*** Begin section ***

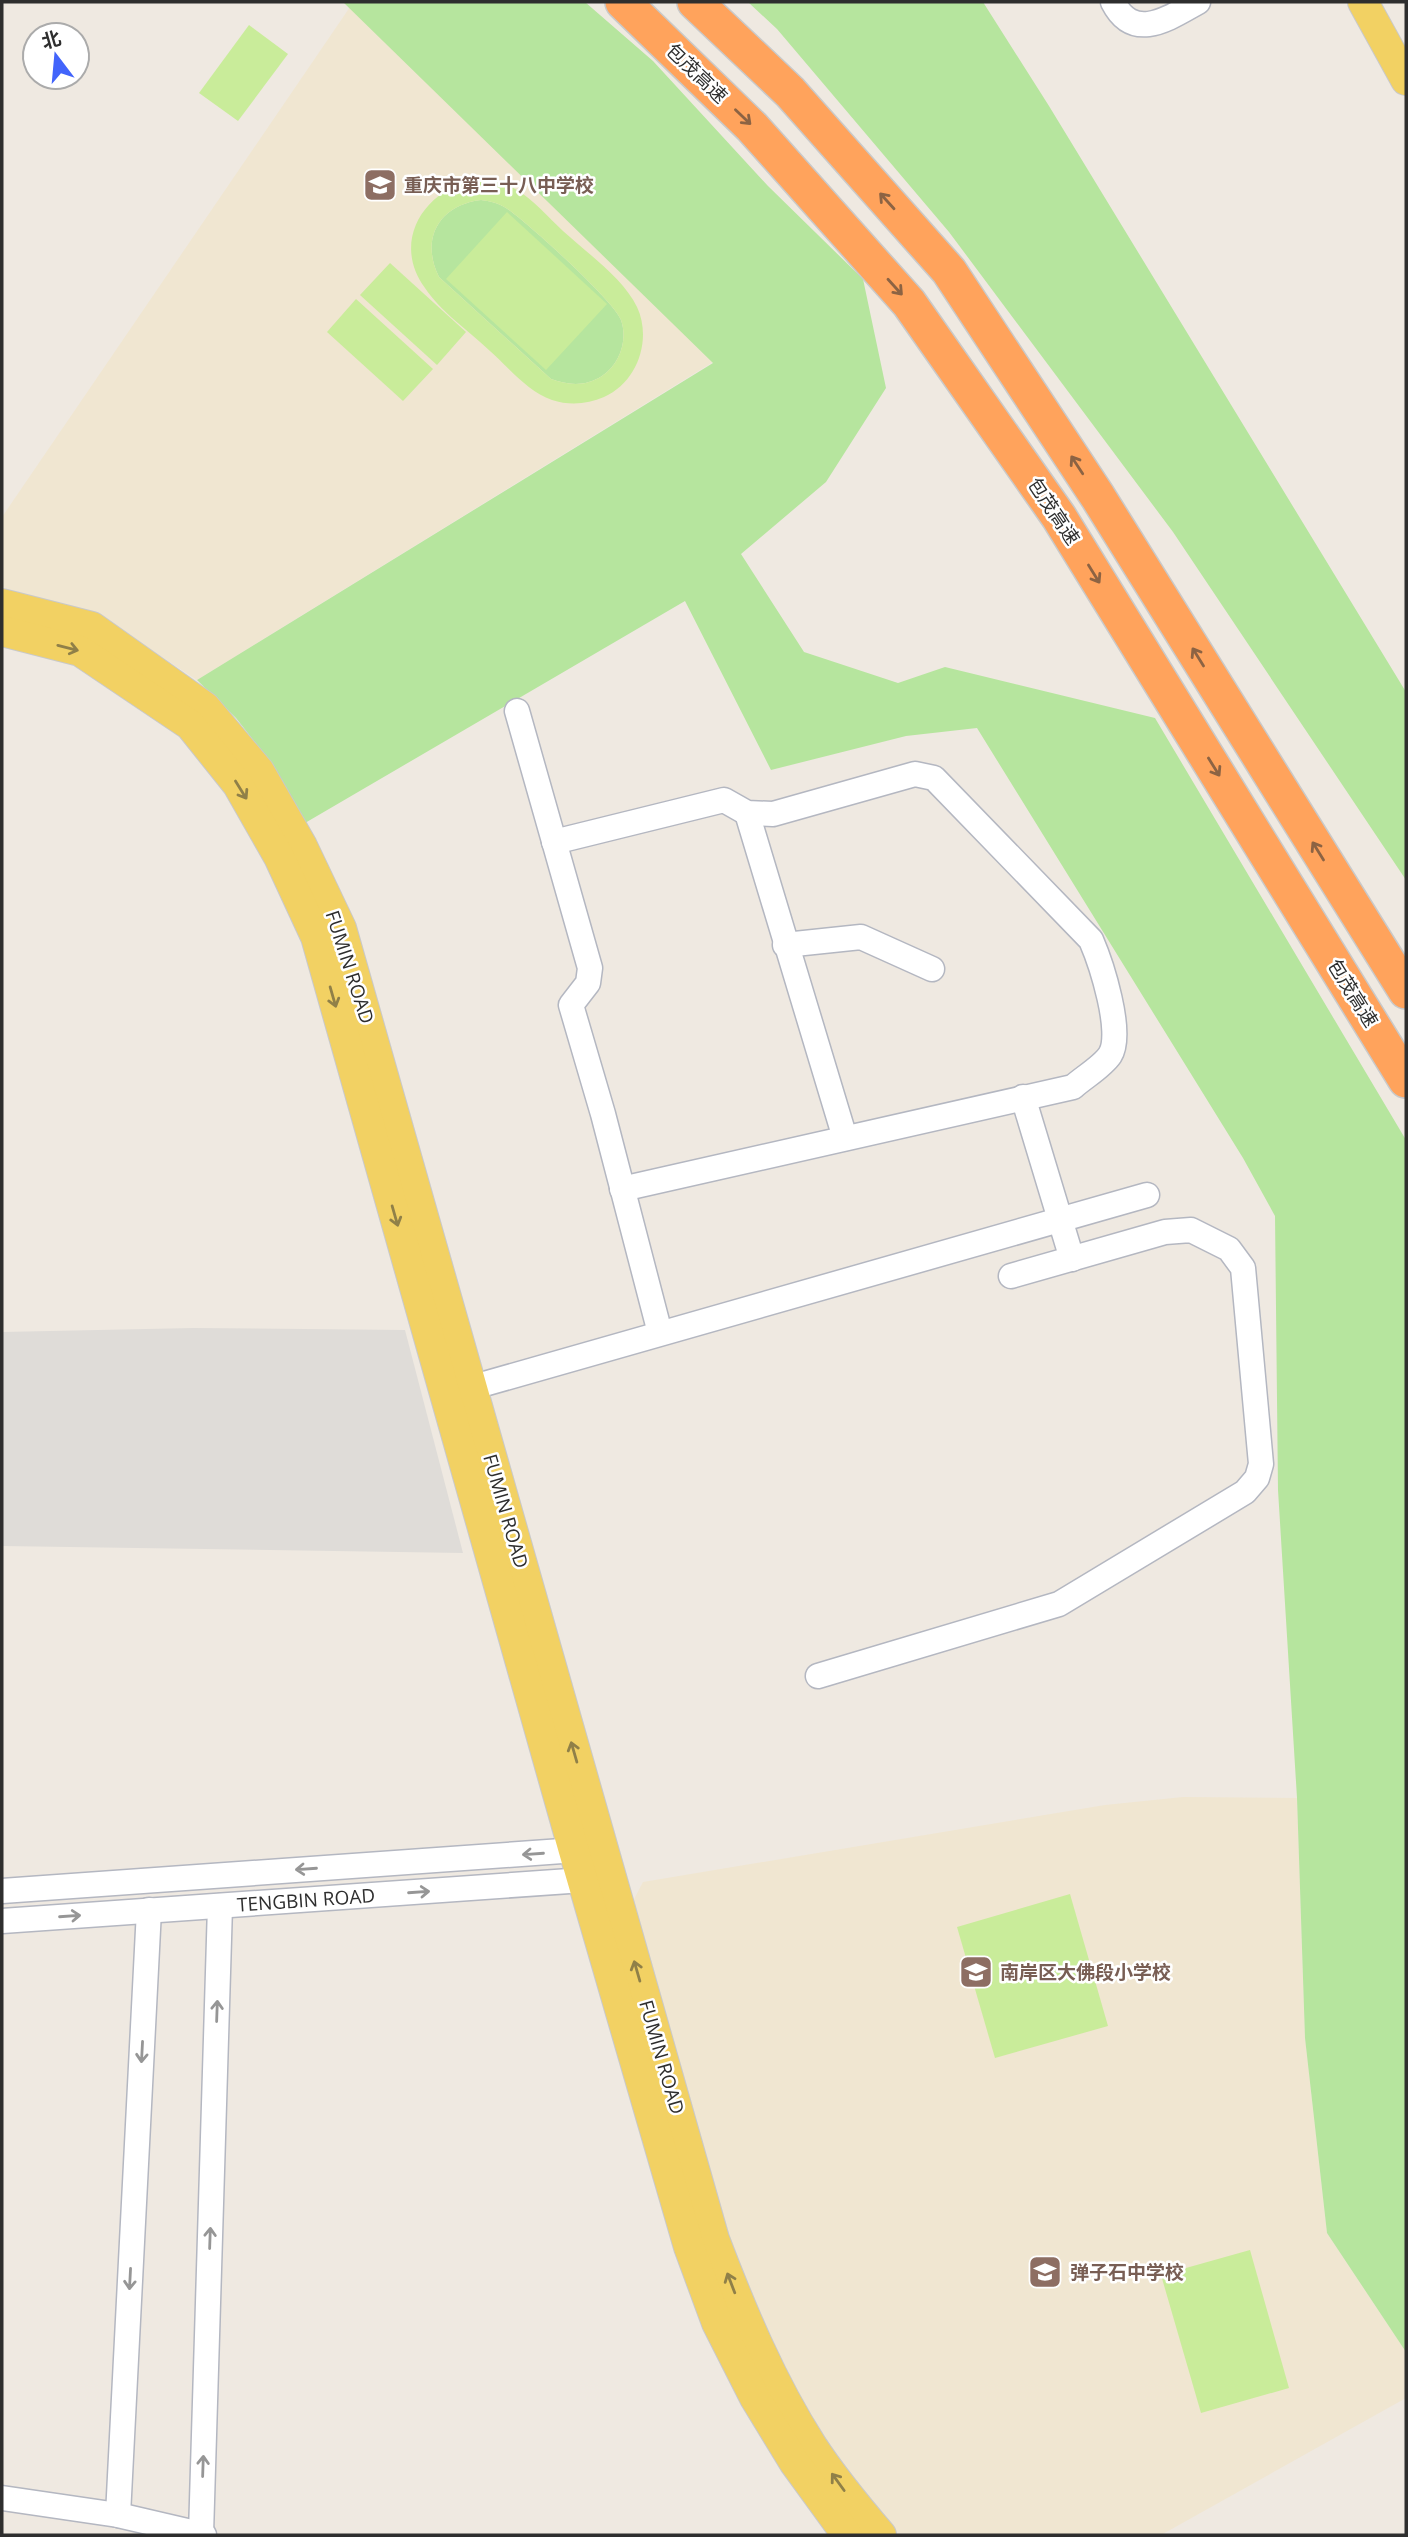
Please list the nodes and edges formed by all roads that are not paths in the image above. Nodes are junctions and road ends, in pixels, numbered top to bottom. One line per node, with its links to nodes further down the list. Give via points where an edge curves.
1 (623, 2): 21 (highway, 包茂高速, one-way to 21, via 752,127 909,303 1059,517)
2 (695, 2): 10 (highway)
3 (719, 2): 10 (street)
4 (1113, 2): 5 (street, via 1119,13 1137,24 1160,23)
5 (1198, 2)
6 (1363, 2): 9 (main road)
7 (1385, 2): 8 (main road)
8 (1406, 41)
9 (1406, 80)
10 (790, 92): 16 (highway, one-way to 10, via 1098,497 949,271)
11 (2, 604): 30 (main road, FUMIN ROAD, via 92,627 205,707 259,771 341,928)
12 (2, 631): 30 (main road, FUMIN ROAD, one-way to 30, via 80,651 190,725 238,785 279,857 316,937)
13 (517, 711): 15 (street)
14 (747, 813): 15 (street, via 724,800); 17 (street); 22 (street, via 773,814 915,774 934,778 1091,940 1102,964 1116,1038 1110,1056 1073,1087)
15 (554, 842): 24 (street, via 590,968 588,983 570,1004)
16 (1341, 888): 19 (highway); 20 (highway)
17 (786, 945): 18 (street, via 861,937); 23 (street)
18 (932, 970)
19 (1406, 974)
20 (1406, 991)
21 (1406, 1080)
22 (1023, 1097): 23 (street); 26 (street)
23 (845, 1138): 24 (street)
24 (622, 1189): 29 (street)
25 (1147, 1195): 26 (street)
26 (1059, 1220): 27 (street); 29 (street)
27 (1072, 1258): 28 (street); 31 (street, via 1165,1231 1191,1230 1229,1249 1243,1268 1261,1464 1257,1478 1245,1492 1059,1604)
28 (1012, 1276)
29 (660, 1333): 30 (street)
30 (458, 1392): 32 (main road, FUMIN ROAD)
31 (818, 1676)
32 (588, 1849): 33 (main road, FUMIN ROAD); 34 (street, TENGBIN ROAD, one-way to 34)
33 (597, 1879): 35 (street, TENGBIN ROAD, one-way to 33); 41 (main road, FUMIN ROAD, via 689,2247 717,2323 794,2462); 42 (main road, FUMIN ROAD, one-way to 33, via 812,2446 742,2313)
34 (2, 1891)
35 (220, 1906): 36 (street, TENGBIN ROAD); 40 (street, one-way to 35)
36 (149, 1910): 37 (street, TENGBIN ROAD, one-way to 36); 39 (street, one-way to 39)
37 (2, 1921)
38 (2, 2498): 39 (street)
39 (118, 2515): 40 (street)
40 (202, 2535)
41 (847, 2535)
42 (881, 2535)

*** End section ***

Copy every line above exactly; images stay out.

> _Finished task_
Please list the nodes and edges formed by all roads that are not paths in the image above. Nodes are junctions and road ends, in pixels, numbered top to bottom. One line per node, with its links to nodes further down the list. Give via points where an edge curves.
1 (623, 2): 21 (highway, 包茂高速, one-way to 21, via 752,127 909,303 1059,517)
2 (695, 2): 10 (highway)
3 (719, 2): 10 (street)
4 (1113, 2): 5 (street, via 1119,13 1137,24 1160,23)
5 (1198, 2)
6 (1363, 2): 9 (main road)
7 (1385, 2): 8 (main road)
8 (1406, 41)
9 (1406, 80)
10 (790, 92): 16 (highway, one-way to 10, via 1098,497 949,271)
11 (2, 604): 30 (main road, FUMIN ROAD, via 92,627 205,707 259,771 341,928)
12 (2, 631): 30 (main road, FUMIN ROAD, one-way to 30, via 80,651 190,725 238,785 279,857 316,937)
13 (517, 711): 15 (street)
14 (747, 813): 15 (street, via 724,800); 17 (street); 22 (street, via 773,814 915,774 934,778 1091,940 1102,964 1116,1038 1110,1056 1073,1087)
15 (554, 842): 24 (street, via 590,968 588,983 570,1004)
16 (1341, 888): 19 (highway); 20 (highway)
17 (786, 945): 18 (street, via 861,937); 23 (street)
18 (932, 970)
19 (1406, 974)
20 (1406, 991)
21 (1406, 1080)
22 (1023, 1097): 23 (street); 26 (street)
23 (845, 1138): 24 (street)
24 (622, 1189): 29 (street)
25 (1147, 1195): 26 (street)
26 (1059, 1220): 27 (street); 29 (street)
27 (1072, 1258): 28 (street); 31 (street, via 1165,1231 1191,1230 1229,1249 1243,1268 1261,1464 1257,1478 1245,1492 1059,1604)
28 (1012, 1276)
29 (660, 1333): 30 (street)
30 (458, 1392): 32 (main road, FUMIN ROAD)
31 (818, 1676)
32 (588, 1849): 33 (main road, FUMIN ROAD); 34 (street, TENGBIN ROAD, one-way to 34)
33 (597, 1879): 35 (street, TENGBIN ROAD, one-way to 33); 41 (main road, FUMIN ROAD, via 689,2247 717,2323 794,2462); 42 (main road, FUMIN ROAD, one-way to 33, via 812,2446 742,2313)
34 (2, 1891)
35 (220, 1906): 36 (street, TENGBIN ROAD); 40 (street, one-way to 35)
36 (149, 1910): 37 (street, TENGBIN ROAD, one-way to 36); 39 (street, one-way to 39)
37 (2, 1921)
38 (2, 2498): 39 (street)
39 (118, 2515): 40 (street)
40 (202, 2535)
41 (847, 2535)
42 (881, 2535)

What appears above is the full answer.